Tocó ‘Noche de paz’ y sus notas lo llevaron de regreso a las calles polvorientas de los pueblos masacrados; entonces, volvió a arrepentirse. Terminó la canción, pero nadie lo notó, no recibió ni un solo aplauso. La gente en la calle es tan indiferente como en la vida misma, pensó. Recogió el dinero y entró apurado a la tienda, era el último cliente. Mientras, Erre vigilaba la bicicleta exhibiendo su cara más intimidante.
Salió, se puso el casco, amarró a la parrilla la bolsa con las compras, se terció el saxofón a la espalda, acomodó a Erre en la cesta delantera y empezó a pedalear. Atravesó la ciudad en poco más de dos horas. Llevaba veinte años haciendo el mismo trayecto, desde cuando llegó huyendo y no tuvo más remedio que instalarse en la última loma del último barrio. Tan al sur que allí estaba pegado el norte de otro municipio. Aunque ya estaba canoso y no tenía la agilidad de cuando combatía, seguía siendo un hombre corpulento y fornido; ni el peso de la carga ni la distancia representaban un problema aún.

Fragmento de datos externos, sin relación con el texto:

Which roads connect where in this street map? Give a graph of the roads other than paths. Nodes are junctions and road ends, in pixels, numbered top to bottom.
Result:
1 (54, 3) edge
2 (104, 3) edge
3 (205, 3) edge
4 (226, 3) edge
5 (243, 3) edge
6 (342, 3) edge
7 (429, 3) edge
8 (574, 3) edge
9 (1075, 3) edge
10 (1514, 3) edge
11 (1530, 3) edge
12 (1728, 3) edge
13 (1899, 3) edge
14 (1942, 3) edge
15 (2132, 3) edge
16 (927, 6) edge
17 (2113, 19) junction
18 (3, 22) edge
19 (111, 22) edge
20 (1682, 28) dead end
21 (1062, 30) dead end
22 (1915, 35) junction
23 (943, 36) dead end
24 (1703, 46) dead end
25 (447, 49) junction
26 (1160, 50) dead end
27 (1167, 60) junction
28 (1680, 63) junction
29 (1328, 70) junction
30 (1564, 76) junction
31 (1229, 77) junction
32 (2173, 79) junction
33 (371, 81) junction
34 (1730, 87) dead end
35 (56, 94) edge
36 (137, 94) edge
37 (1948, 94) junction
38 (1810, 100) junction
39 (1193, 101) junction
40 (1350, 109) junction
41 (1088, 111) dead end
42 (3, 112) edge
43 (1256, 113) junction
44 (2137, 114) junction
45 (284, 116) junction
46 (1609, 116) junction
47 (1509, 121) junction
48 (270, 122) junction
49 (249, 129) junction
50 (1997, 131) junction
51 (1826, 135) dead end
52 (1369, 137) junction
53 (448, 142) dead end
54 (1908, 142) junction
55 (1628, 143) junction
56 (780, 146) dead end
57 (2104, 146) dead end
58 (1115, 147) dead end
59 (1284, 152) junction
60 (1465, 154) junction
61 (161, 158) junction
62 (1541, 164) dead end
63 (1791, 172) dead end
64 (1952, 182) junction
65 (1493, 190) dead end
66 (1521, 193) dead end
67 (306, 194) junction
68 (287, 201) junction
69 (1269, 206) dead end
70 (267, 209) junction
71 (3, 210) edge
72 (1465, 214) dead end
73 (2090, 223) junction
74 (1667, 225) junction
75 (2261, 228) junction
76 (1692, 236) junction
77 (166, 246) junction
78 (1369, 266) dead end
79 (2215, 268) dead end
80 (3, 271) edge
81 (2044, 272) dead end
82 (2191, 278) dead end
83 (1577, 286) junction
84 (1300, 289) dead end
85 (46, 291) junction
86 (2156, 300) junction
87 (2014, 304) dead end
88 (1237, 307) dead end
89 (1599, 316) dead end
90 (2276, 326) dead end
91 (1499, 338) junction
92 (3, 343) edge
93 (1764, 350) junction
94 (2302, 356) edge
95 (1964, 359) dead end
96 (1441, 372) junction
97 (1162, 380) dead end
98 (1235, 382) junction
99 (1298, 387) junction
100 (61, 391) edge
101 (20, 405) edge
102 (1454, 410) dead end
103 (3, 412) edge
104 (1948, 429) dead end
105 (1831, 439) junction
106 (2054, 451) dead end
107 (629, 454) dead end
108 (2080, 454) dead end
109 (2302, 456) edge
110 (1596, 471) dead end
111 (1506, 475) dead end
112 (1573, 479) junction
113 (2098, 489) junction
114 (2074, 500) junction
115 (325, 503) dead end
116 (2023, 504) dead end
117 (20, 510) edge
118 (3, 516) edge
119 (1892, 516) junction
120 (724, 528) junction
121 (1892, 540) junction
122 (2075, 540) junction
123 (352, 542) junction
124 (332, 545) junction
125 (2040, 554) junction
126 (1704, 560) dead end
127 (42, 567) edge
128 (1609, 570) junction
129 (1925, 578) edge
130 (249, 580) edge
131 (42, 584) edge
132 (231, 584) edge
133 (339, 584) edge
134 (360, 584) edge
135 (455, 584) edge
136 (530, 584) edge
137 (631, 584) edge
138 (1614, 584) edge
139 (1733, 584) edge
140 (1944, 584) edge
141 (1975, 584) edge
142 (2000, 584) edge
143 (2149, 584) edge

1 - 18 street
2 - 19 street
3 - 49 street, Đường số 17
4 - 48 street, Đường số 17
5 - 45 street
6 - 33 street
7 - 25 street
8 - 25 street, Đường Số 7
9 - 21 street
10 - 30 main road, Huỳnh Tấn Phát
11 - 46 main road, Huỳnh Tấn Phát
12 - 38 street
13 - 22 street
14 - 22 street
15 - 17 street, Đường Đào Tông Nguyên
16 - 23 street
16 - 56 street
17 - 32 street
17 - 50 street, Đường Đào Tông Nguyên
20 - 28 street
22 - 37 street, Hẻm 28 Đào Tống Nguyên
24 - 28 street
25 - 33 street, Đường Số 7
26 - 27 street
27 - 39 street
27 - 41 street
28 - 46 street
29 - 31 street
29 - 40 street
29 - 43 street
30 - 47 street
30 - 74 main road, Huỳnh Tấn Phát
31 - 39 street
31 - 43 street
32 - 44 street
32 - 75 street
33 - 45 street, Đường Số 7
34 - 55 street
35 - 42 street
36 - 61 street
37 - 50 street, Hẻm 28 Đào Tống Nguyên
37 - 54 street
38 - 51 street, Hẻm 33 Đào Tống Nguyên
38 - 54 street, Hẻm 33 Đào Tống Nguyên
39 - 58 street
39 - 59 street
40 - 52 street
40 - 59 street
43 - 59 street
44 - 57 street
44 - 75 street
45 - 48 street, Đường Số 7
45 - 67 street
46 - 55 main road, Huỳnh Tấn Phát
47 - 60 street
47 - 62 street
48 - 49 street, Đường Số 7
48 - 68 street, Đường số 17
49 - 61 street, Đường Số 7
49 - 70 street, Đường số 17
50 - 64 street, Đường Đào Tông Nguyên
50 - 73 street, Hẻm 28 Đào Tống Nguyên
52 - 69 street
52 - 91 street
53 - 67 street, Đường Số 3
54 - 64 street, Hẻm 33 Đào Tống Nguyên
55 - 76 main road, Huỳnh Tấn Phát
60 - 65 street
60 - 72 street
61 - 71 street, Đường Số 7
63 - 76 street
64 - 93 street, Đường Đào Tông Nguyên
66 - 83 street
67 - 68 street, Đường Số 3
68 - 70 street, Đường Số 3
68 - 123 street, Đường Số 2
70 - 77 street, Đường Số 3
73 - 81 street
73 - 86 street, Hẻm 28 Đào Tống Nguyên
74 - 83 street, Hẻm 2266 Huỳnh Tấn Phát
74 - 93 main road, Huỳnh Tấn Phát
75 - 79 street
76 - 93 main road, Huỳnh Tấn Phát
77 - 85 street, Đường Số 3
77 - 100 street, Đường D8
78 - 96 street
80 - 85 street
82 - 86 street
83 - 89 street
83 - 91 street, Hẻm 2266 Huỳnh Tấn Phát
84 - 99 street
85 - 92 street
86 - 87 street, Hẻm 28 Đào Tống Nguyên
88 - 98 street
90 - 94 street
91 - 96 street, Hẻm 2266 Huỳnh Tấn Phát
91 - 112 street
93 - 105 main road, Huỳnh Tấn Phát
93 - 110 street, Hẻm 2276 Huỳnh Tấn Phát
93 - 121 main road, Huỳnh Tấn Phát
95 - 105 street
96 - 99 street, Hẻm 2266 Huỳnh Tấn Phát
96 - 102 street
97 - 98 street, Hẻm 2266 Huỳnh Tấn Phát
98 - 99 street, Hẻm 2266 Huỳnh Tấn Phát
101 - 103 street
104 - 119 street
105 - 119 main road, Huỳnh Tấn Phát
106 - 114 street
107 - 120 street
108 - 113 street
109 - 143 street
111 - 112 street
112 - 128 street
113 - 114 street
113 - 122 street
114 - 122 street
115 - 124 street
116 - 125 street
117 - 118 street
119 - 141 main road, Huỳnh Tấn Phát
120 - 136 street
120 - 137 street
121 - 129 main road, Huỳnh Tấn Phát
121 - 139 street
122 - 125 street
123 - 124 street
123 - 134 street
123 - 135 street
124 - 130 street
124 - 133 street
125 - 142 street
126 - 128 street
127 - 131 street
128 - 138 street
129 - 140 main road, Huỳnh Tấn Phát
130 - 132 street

Dejó la avenida y empezó a subir la cuesta entre las entrañas de su propio barrio. Había vecinos en cada calle, mucha gente festiva sobre las aceras; se oían risas, olía a sancocho de leña; algunos revolvían adentro de calderos grandes y otros animaban el fuego; brindaban por la Nochebuena; bailaban porque la vida puede ser corta. Y dura. A su paso dejaba una oleada de saludos que parecían enredarse en la estela rodante de luces de su bicicleta.

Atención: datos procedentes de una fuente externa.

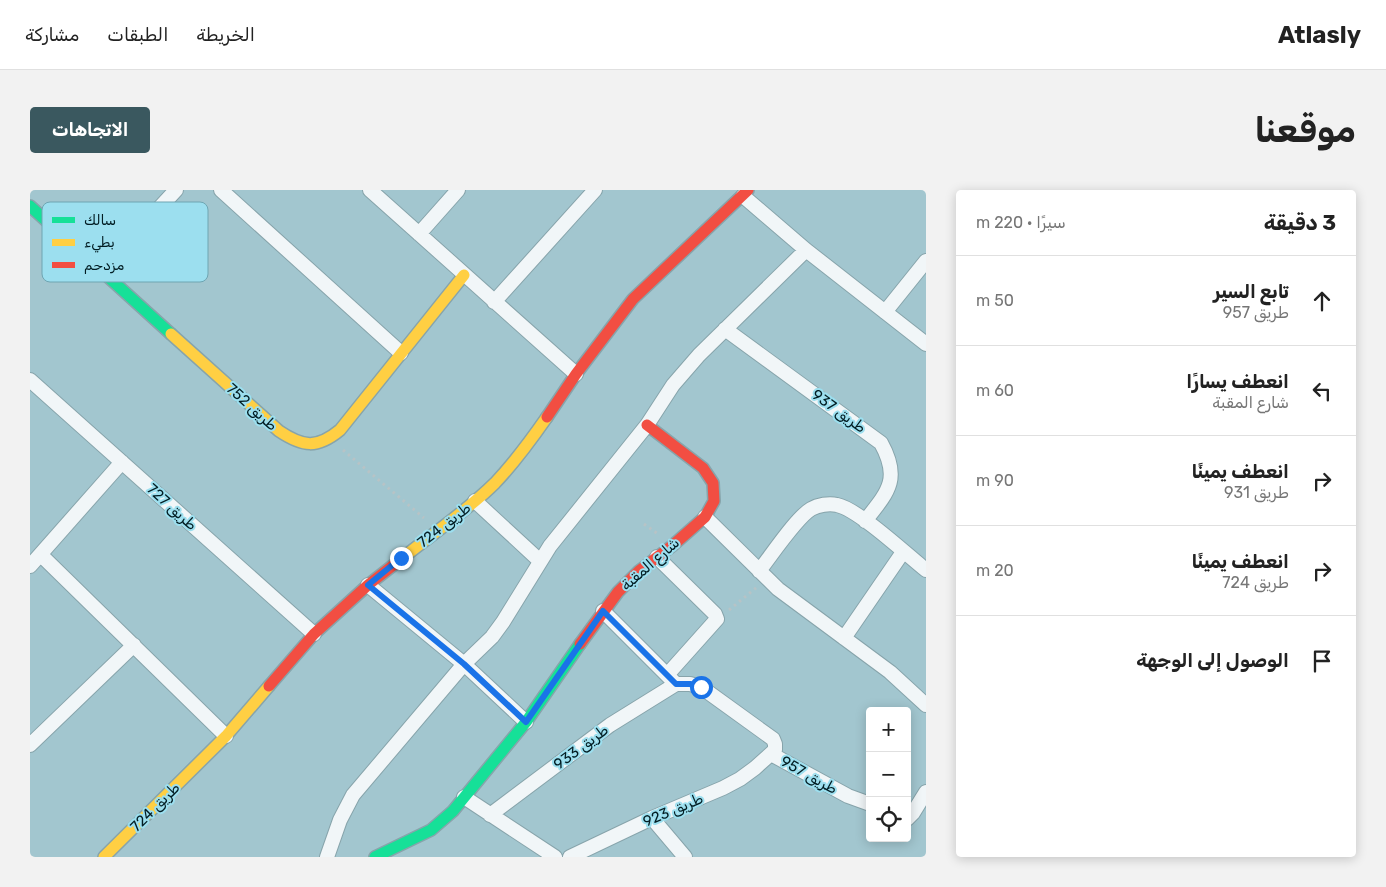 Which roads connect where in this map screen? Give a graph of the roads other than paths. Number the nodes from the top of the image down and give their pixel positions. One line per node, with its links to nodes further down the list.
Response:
1 (176, 190): 7 (street)
2 (221, 190): 19 (street)
3 (370, 190): 10 (street)
4 (458, 190): 10 (street)
5 (595, 190): 15 (street)
6 (746, 193): 11 (street); 20 (street, طريق 724)
7 (165, 202)
8 (30, 206): 9 (street, طريق 752)
9 (42, 217)
10 (418, 234): 13 (street)
11 (806, 250): 16 (street); 17 (street)
12 (926, 261): 16 (street)
13 (464, 275): 15 (street); 19 (street)
14 (113, 282): 19 (street, طريق 752)
15 (494, 302): 20 (street)
16 (885, 312): 18 (street)
17 (725, 329): 22 (street); 26 (street, طريق 937)
18 (926, 344)
19 (401, 353)
20 (576, 374): 24 (street, طريق 724)
21 (30, 380): 23 (street, طريق 727)
22 (646, 425): 25 (street, شارع المقبة); 30 (street)
23 (122, 462): 28 (street); 36 (street, طريق 727)
24 (475, 501): 30 (street); 34 (street, طريق 724)
25 (705, 517): 29 (street, شارع المقبة); 33 (street)
26 (866, 521): 27 (street); 33 (street)
27 (904, 552): 32 (street); 37 (street)
28 (41, 555): 31 (street); 38 (street)
29 (657, 557): 35 (street, شارع المقبة); 40 (street, طريق 933)
30 (540, 561): 39 (street)
31 (30, 566)
32 (926, 570)
33 (763, 575): 37 (street)
34 (368, 585): 36 (street, طريق 724); 39 (street)
35 (603, 611): 40 (street); 42 (street, شارع المقبة)
36 (314, 634): 43 (street, طريق 724)
37 (844, 638): 41 (street)
38 (134, 645): 43 (street); 44 (street)
39 (464, 664): 42 (street); 55 (street)
40 (672, 679): 45 (street, طريق 957); 49 (street, طريق 933)
41 (926, 705)
42 (526, 722): 47 (street, شارع المقبة)
43 (226, 736): 54 (street, طريق 724)
44 (30, 745)
45 (771, 754): 48 (street, طريق 957); 51 (street, طريق 923)
46 (926, 792): 50 (street)
47 (464, 797): 49 (street); 56 (street, شارع المقبة)
48 (866, 799)
49 (490, 815): 52 (street)
50 (911, 815)
51 (652, 818): 53 (street); 57 (street, طريق 923)
52 (550, 856)
53 (682, 856)
54 (104, 857)
55 (327, 857)
56 (375, 857)
57 (570, 857)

Cómo han cambiado las cosas, pensó. Y sonrió. Finalmente, los vecinos habían aprendido a confiar en él; a respetar su soledad y su silencio. Con el tiempo, aceptaron a este forastero que venía de lejos. Aunque las circunstancias eran distintas y venían de sitios muy diferentes, las historias eran casi las mismas: sobrevivientes de todas las guerras, las ajenas, las perdidas, las que empezaban y terminaban, y se sucedían. La carencia y la nostalgia eran compartidas. Evocó su infancia junto al mar, la banda del pueblo, el profesor de saxo y aquel día en que llegaron ellos y lo subieron a empellones en ese camión. No terminaba de cambiar la voz, y la cambió a la brava en el campamento, en las jornadas de marcha y los entrenamientos. Recordó su fusil, el primer combate y la pesadilla, día tras día, de matar o morir. Evocó sin melancolías la madrugada cuando tomó los arrestos y pudo escapar, quince años después.
Ya en la cima, a unas pocas cuadras de la pieza en donde vivía, paró y se bajó de la cicla; Erre también. Después de secarse el sudor, se limpió las botas negras de caucho y aseguró el pantalón dentro de ellas. Se abotonó hasta arriba la chaqueta gruesa, la ajustó con el cinturón y se terció el saxofón sobre el hombro izquierdo. Liberó la bolsa de tela amarrada sobre la parrilla, se la echó en la espalda y volvió a pedalear mientras hacía sonar la campanilla con la mano libre.
A lo lejos alcanzó a oír la algarabía de los niños al ver a Erre, que iba adelante. Ladraba, batía la cola y revoloteaba contento entre los pequeños. La nariz luminosa ya no le fastidiaba y, de repente, parecía haber olvidado las malditas astas de reno que, por esta época, él le ponía.
–¡Llegó Noel! –gritó una niña.
–¡Por fin llegó con el reno! –corearon los otros.